Masuk Daftar
My Getplus

Makanan Kaleng Merentang Zaman

Dari kebutuhan perut prajurit di medan perang, makanan kaleng berkembang menjadi budaya kuliner masyarakat urban.

Oleh: Martin Sitompul | 19 Feb 2020
Aneka makanan kaleng. Foto: piqsels.com.

PEMERINTAH Prancis mendeklarasikan sebuah sayembara unik pada 1795. Isinya: dicari orang yang mampu mengawetkan makanan. Hadiah yang ditawarkan tak tanggung-tanggung, yakni uang sejumlah 12.000 franc (setara 167 juta dalam kurs rupiah saat ini). Penggagas hajatan itu adalah Napoleon Bonaparte, jenderal Prancis terkemuka. Saat itu, Napoleon membutuhkan metode pengawetan makanan untuk menyokong logistik konsumsi pasukannya dalam persiapan menginvasi berbagai negara.

Tantangan ini akhirnya dijawab Nicolas Appert, seorang jurumasak bangsawan Prancis. Pada 1803, Appert memulai eksperimen. Menurutnya, makanan mudah membusuk umumnya karena bersentuhan dengan udara terbuka. Dia kemudian meramu sup yang diawetkan dengan bahan daging sapi, saus kacang, dan kacang polong. Dia mengemasnya dalam botol kaca yang biasa digunakan untuk menuang anggur. Angkatan Laut Prancis menyimpannya selama tiga bulan.

“Kemudian mereka mencoba memakannya. Yang dirasakan adalah makanan yang lezat dan aman untuk dikonsumsi,” tulis Judith Jango-Cohen dalam The History of Food.  

Advertising
Advertising
Nicolas Appert dan jenis botol yang digunakan dalam metode pengawetan makanan. Sumber: Wiki.

Penemuan Appert menjadi cikal-bakal pengawetan makanan dengan media kaleng (canning food). Seiring waktu, makanan kaleng mengalami perkembangan baik dari segi kualitas makanan maupun kemasannya. Konsumsinya pun tak terbatas pada kebutuhan perang. Ia menjadi budaya populer dalam pola kuliner masyarakat urban. Makanan kaleng bahkan bertumbuh sebagai komoditas dalam industri pangan.

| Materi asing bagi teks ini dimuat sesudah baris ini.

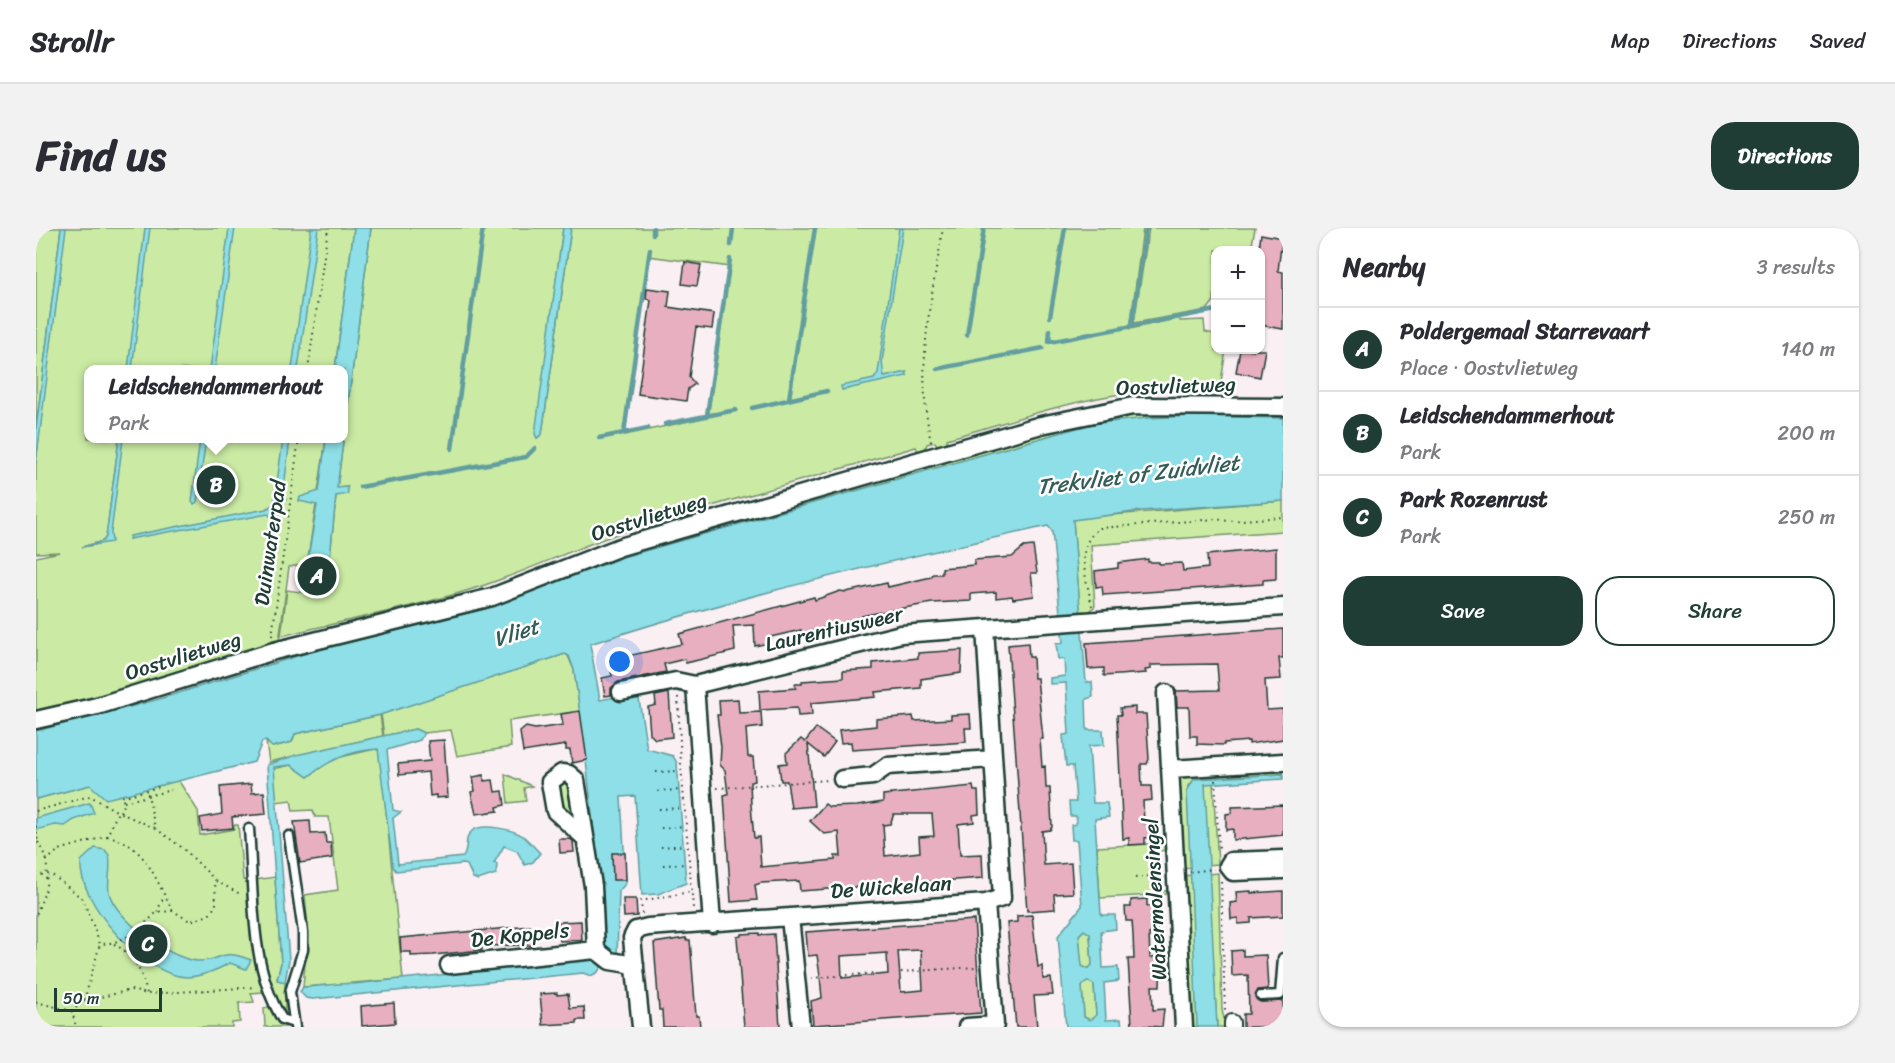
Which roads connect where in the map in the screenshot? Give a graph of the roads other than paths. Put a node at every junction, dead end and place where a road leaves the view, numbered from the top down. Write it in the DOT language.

Pada era dunia modern kini, pengalengan merupakan hasil teknologi pangan yang sangat dikenal karena ketahanan dan efisiensi penyajiannya.

Gaya Hidup Londo

Sebelum Appert, metode pengawetan makanan telah diterapkan di negeri koloni Belanda, Hindia Belanda. Pejabat arsiparis Hindia Belanda F. de Haan dalam Priangan, de Priangen-Regentschapen onder het Nederlansdsch Bestuur tot 1811 mencatat, penduduk Batavia telah mengenal makanan kaleng sejak 1614.

Pada 1680 sudah ada pengiriman kaviar (telur ikan) dan buah zaitun dalam kaleng. Sedangkan kue yang dibungkus timah sudah ada pada 1715. Menu berat seperti ikan salmon jenis schoonhoven diperkenalkan tahun 1775. Makanan seharga 10 gulden per paket ini dikirimkan ke Hindia Belanda dengan kaleng timah yang diisi lemak domba sebagai pembalut ikan. Ikan asap dengan saus dalam kaleng menyusul masuk ke Batavia pada 1794.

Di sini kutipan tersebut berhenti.